- EXERCISE PROMPT -
Go through the data below and copy each line that includes "index".

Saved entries
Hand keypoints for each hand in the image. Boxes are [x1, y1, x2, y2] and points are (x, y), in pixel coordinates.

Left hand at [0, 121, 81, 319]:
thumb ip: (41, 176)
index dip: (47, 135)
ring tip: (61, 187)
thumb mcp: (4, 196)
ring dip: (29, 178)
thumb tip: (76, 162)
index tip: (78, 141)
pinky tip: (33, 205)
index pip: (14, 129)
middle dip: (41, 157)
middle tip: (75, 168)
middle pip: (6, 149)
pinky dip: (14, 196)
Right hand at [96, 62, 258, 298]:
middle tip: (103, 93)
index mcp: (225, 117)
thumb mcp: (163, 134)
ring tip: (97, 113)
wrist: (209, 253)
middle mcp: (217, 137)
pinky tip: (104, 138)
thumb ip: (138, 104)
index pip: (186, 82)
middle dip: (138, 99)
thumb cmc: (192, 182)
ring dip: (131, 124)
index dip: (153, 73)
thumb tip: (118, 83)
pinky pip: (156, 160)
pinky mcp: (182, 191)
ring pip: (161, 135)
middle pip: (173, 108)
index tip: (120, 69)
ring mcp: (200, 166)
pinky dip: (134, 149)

- ANSWER FOR THIS EXERCISE -
index dip: (47, 135)
index tip: (78, 141)
index pip: (14, 129)
index mcp: (225, 117)
index pip: (186, 82)
index dip: (153, 73)
index tip: (120, 69)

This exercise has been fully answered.